_DATA_:
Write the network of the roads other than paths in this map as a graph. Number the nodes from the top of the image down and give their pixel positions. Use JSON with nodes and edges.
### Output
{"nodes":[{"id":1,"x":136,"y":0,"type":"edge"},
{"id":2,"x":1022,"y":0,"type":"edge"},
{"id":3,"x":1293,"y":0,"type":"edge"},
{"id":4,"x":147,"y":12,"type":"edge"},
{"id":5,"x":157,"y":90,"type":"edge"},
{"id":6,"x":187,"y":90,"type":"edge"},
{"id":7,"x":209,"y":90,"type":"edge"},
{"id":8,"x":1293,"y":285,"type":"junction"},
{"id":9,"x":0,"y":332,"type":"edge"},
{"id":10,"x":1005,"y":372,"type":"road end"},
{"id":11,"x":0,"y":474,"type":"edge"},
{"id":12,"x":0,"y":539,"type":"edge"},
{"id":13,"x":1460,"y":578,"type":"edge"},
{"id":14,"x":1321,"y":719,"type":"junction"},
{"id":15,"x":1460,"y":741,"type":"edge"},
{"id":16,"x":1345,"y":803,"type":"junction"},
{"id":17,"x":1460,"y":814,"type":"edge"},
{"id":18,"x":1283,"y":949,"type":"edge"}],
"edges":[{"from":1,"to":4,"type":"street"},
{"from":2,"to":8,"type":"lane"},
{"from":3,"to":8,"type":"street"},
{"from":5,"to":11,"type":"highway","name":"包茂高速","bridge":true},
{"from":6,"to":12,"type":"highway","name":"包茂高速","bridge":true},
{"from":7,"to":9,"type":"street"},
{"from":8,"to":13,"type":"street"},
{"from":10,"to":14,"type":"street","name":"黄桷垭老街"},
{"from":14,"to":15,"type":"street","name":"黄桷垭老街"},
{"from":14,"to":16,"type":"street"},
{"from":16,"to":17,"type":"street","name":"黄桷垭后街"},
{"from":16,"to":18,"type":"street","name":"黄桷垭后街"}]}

_DIRECTIONS_:
Could you return all of the data exactly as written?

_RESULT OF THE EXERCISE_:
Write the network of the roads other than paths in this map as a graph. Number the nodes from the top of the image down and give their pixel positions. Use JSON with nodes and edges.
### Output
{"nodes":[{"id":1,"x":136,"y":0,"type":"edge"},
{"id":2,"x":1022,"y":0,"type":"edge"},
{"id":3,"x":1293,"y":0,"type":"edge"},
{"id":4,"x":147,"y":12,"type":"edge"},
{"id":5,"x":157,"y":90,"type":"edge"},
{"id":6,"x":187,"y":90,"type":"edge"},
{"id":7,"x":209,"y":90,"type":"edge"},
{"id":8,"x":1293,"y":285,"type":"junction"},
{"id":9,"x":0,"y":332,"type":"edge"},
{"id":10,"x":1005,"y":372,"type":"road end"},
{"id":11,"x":0,"y":474,"type":"edge"},
{"id":12,"x":0,"y":539,"type":"edge"},
{"id":13,"x":1460,"y":578,"type":"edge"},
{"id":14,"x":1321,"y":719,"type":"junction"},
{"id":15,"x":1460,"y":741,"type":"edge"},
{"id":16,"x":1345,"y":803,"type":"junction"},
{"id":17,"x":1460,"y":814,"type":"edge"},
{"id":18,"x":1283,"y":949,"type":"edge"}],
"edges":[{"from":1,"to":4,"type":"street"},
{"from":2,"to":8,"type":"lane"},
{"from":3,"to":8,"type":"street"},
{"from":5,"to":11,"type":"highway","name":"包茂高速","bridge":true},
{"from":6,"to":12,"type":"highway","name":"包茂高速","bridge":true},
{"from":7,"to":9,"type":"street"},
{"from":8,"to":13,"type":"street"},
{"from":10,"to":14,"type":"street","name":"黄桷垭老街"},
{"from":14,"to":15,"type":"street","name":"黄桷垭老街"},
{"from":14,"to":16,"type":"street"},
{"from":16,"to":17,"type":"street","name":"黄桷垭后街"},
{"from":16,"to":18,"type":"street","name":"黄桷垭后街"}]}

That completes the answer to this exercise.